Culag Woods from Lochinver

White Shore

This is one of my favourite places in Britain. The Culag Woods are situated on the edge of the idyllic north western fishing village of Lochinver. The woods are now owned and looked after by the locals who founded the Culag Community Woodland Trust. This walk through the woods takes you to the stunning White Shore pebble beach then ascends to the viewpoint at the summit of Cnoc na Doire Daraich for views to the unique mountain of Suilven. If you do the walk at dawn or dusk you are likely to see wildlife such as Owls, Herons, Foxes, Badgers, Otters and even Pine Martin if you are very lucky. Kids and big kids will love the enchanting woodland paths with names like the 'Are you brave enough' and 'Higgledy Piggledy' path.
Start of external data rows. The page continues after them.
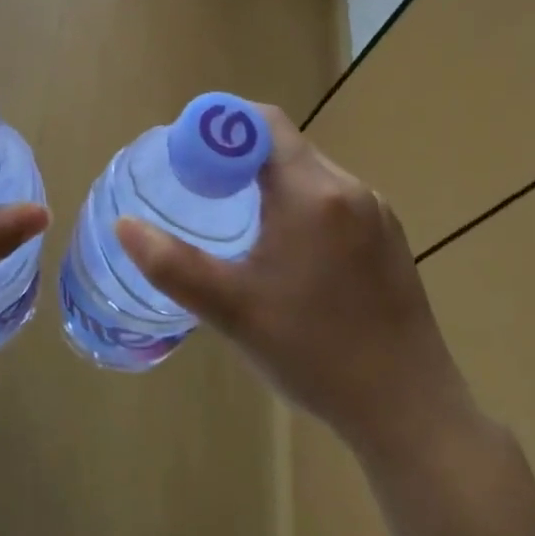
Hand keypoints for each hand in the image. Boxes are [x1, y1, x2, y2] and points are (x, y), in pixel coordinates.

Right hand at [116, 106, 472, 459]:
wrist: (410, 412)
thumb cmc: (316, 354)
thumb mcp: (233, 310)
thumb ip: (172, 265)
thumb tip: (124, 225)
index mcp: (313, 193)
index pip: (262, 123)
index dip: (219, 126)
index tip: (186, 155)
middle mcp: (350, 189)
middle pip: (284, 145)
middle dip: (237, 155)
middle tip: (200, 188)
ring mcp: (377, 213)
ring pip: (310, 172)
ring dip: (269, 179)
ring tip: (236, 218)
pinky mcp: (390, 238)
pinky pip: (333, 198)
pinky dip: (298, 202)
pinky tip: (284, 249)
There are many fun things to look out for like Giant Spiders, Wooden Photo Frames, Twigloos, Dens, Teepees, Wooden Slugs, Giant Dragonflies and many more fun objects. The information boards are also fun and educating. The first time I entered Culag Woods the plan was an hour long walk, it turned in to seven hours, as it is that good. Sitting at White Shore on a sunny day is like getting away from the world, and of course on rainy days this sheltered walk is a great alternative.

Route Directions

  1. I prefer to start this walk from the upper 'Woodside' car park at grid reference NC 092 214. To get to the upper 'Woodside' car park head to the south end of the village then ascend the steep road sign posted to Achiltibue.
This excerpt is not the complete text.